By now just about everybody has seen Leonardo DiCaprio starring in the latest movie adaptation of F. Scott Fitzgerald's novel The Great Gatsby. Get ready for Gatsby the opera, the creation of one of our leading American contemporary composers, John Harbison (b. 1938). At the beginning of this year, on Sunday, January 13, I broadcast Harbison's operatic adaptation of one of Shakespeare's plays, Winter's Tale (1974).

Harbison routinely prepares his own librettos from their literary sources. The Great Gatsby is no exception. It was commissioned by the Metropolitan Opera to celebrate conductor James Levine's twenty five years of service to America's preeminent opera house. The Great Gatsby was recorded live in performance at the Met on New Year's Day, 2000, and was broadcast live on the radio.

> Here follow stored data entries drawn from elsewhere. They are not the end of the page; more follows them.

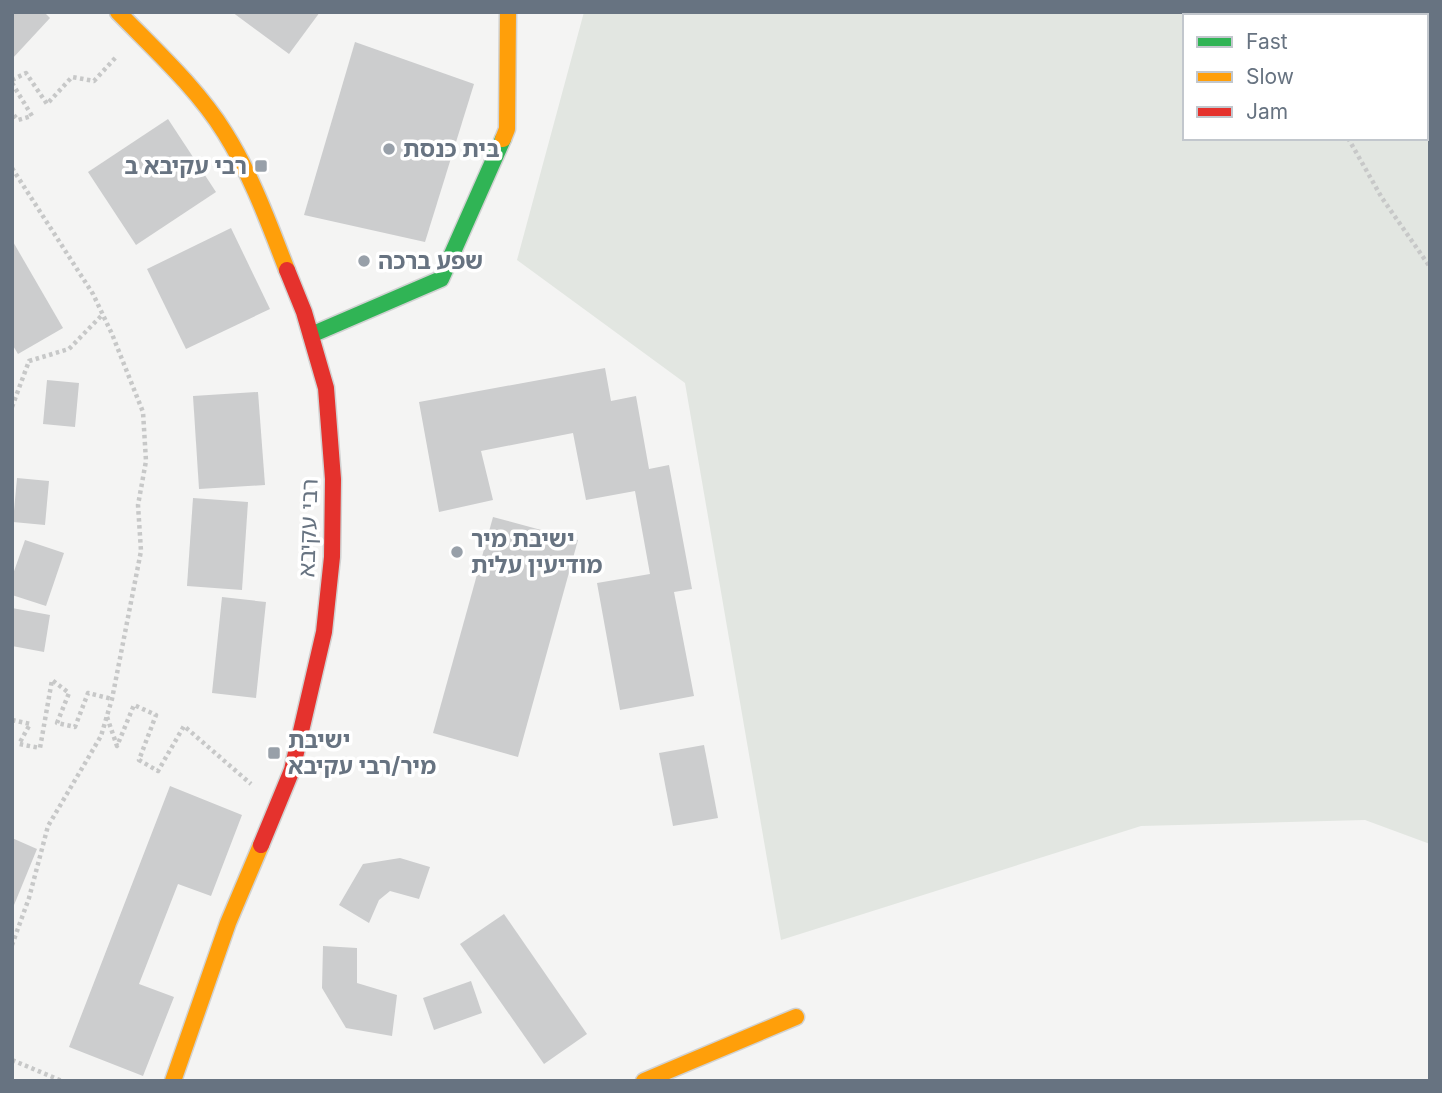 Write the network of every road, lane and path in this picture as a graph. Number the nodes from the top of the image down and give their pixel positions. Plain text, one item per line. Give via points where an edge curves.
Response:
1 (118, 12) edge
2 (508, 12) edge
3 (139, 34) junction
4 (12, 81) edge
5 (12, 113) edge
6 (1349, 140) edge
7 (12, 168) edge
8 (1430, 267) edge
9 (103, 313) junction
10 (311, 335) junction
11 (12, 407) edge
12 (112, 698) junction
13 (107, 716) junction
14 (12, 720) edge
15 (277, 805) junction
16 (12, 945) edge
17 (796, 1017) dead end
18 (12, 1060) edge
19 (62, 1081) edge
20 (173, 1081) edge
21 (644, 1081) edge

1 - 3 street, רבי עקיבא
2 - 10 street via 506,129 441,279
3 - 4 path via 94,81 72,77 47,104 26,73
3 - 10 street, רבי עקיבא via 224,131 250,177
4 - 5 path via 32,116 18,120
6 - 8 path
7 - 9 path
9 - 11 path via 69,349 29,361
9 - 12 path via 143,412 146,461 138,505 141,551
10 - 15 street, רבי עקיבא via 326,388 333,478 332,557 324,632 308,708 292,771
12 - 13 path
12 - 14 path via 88,693 75,727 57,723 69,693 52,680 40,748 19,744 30,724
13 - 15 path via 117,746 134,705 156,715 139,760 158,771 184,726
13 - 16 path via 101,736 48,826
15 - 20 street, רבי עקיבא
17 - 21 street
18 - 19 path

The world premiere recording of Harbison's Gatsby had to wait fully a decade for release on three compact discs courtesy of the Met's own record label. James Levine, of course, is directing the Met's orchestra and chorus. Jay Gatsby is tenor Jerry Hadley, joined by soprano Dawn Upshaw as Gatsby's elusive ideal Daisy. The late great mezzo Lorraine Hunt Lieberson is heard as Myrtle Wilson. Harbison's score calls for an onstage 1920's jazz band and jazz singer. He even provides them with a vintage radio broadcast sequence.

The CD recording of The Great Gatsby comes on loan for broadcast from Rob Meehan, former classics deejay here at WWUH and a specialist in the alternative musics of the twentieth and twenty first centuries.